Meijia Lyu's Blog Always keep mind sharp

『DDIA』- CH04 Reading Notes

| |

Encoding and Evolution

  • encoding: in-memory objects -> sequence of bytes
  • decoding: reversed

Language specified formats such as Java’s Serializable get lots of defects in encoding and decoding.

  • Not compatible with different languages
  • Arbitrary classes cause security problems
  • Inconvenience of versioning data
  • Efficiency

JSON, XML, and Binary Variants

Although popular, still have some subtle problems:

  • ambiguity around encoding of numbers: number - string, integers - floting-point numbers, precision, large numbers
  • Unicode, Binary strings of Base64-encoded
  • optional schema support causing applications may potentially hardcode the appropriate encoding/decoding logic
  • CSV vague format

There are methods of encoding to bytes, generally, they use field tag numbers to indicate unique field, and field type and size. Using unique field tag (Thrift and Protocol Buffers) instead of keeping field name in encoded sequence (Binary Encoding) can reduce sequence size.

Avro maintains the most compact schema without keeping field type and tag numbers. Reader’s and writer’s schema will help encode and decode the bytes, the schema don’t have to be the same, but they have to be compatible. Solving the schema revolution problem, the Avro schema field only need to have default value for evoluted fields.

Models of Dataflow

  • Dataflow Through Databases You can think of storing something in the database as sending a message to your future self.
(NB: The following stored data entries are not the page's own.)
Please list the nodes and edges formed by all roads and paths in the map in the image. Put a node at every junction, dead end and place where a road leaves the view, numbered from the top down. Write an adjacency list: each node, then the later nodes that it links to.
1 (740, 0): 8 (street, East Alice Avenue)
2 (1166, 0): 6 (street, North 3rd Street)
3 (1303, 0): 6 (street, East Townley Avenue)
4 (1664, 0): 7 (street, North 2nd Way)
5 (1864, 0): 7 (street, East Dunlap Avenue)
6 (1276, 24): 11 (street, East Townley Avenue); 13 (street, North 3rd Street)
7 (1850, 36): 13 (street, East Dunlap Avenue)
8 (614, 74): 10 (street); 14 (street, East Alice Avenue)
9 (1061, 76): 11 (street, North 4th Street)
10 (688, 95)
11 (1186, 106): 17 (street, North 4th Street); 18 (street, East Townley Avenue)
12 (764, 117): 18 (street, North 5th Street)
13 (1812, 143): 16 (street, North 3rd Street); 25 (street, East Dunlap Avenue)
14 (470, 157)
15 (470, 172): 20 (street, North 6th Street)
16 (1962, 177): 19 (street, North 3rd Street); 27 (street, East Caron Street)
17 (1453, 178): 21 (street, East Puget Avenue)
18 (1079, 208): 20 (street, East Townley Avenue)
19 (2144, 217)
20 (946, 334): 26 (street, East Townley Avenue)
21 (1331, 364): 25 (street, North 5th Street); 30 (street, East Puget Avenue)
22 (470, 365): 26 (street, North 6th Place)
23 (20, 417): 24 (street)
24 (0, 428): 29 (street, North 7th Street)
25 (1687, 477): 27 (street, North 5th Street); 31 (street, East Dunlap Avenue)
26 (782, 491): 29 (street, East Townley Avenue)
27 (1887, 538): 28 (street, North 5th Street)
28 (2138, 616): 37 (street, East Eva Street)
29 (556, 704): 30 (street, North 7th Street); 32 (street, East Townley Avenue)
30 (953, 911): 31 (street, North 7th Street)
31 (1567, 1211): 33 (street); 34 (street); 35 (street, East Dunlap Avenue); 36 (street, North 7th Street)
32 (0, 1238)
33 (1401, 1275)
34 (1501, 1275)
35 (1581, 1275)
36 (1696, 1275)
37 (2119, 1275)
If you decode a database value into a model object in the application, and later re-encode the model object, the unknown new field might be lost in the translation process. (Decoder is using older version schema) Just be careful.
  • Dataflow through Services: REST and RPC clients <– service API –> servers Problems with RPCs:
    1. network request is unpredictable: may be lost due to a network problem, or the remote machine may be slow or unavailable
    2. network request has another possible outcome besides returning a result, throwing an exception or never returns: may return without a result due to a timeout
    3. retry may cause the action to be performed multiple times unless you build a mechanism for idempotence
    4. latency is wildly variable
    5. all network requests need to be encoded into a sequence of bytes that can be sent over the network
    6. different implementing languages between client and server

Message-Passing Dataflow

Asynchronous. Akka, Orleans, Erlang OTP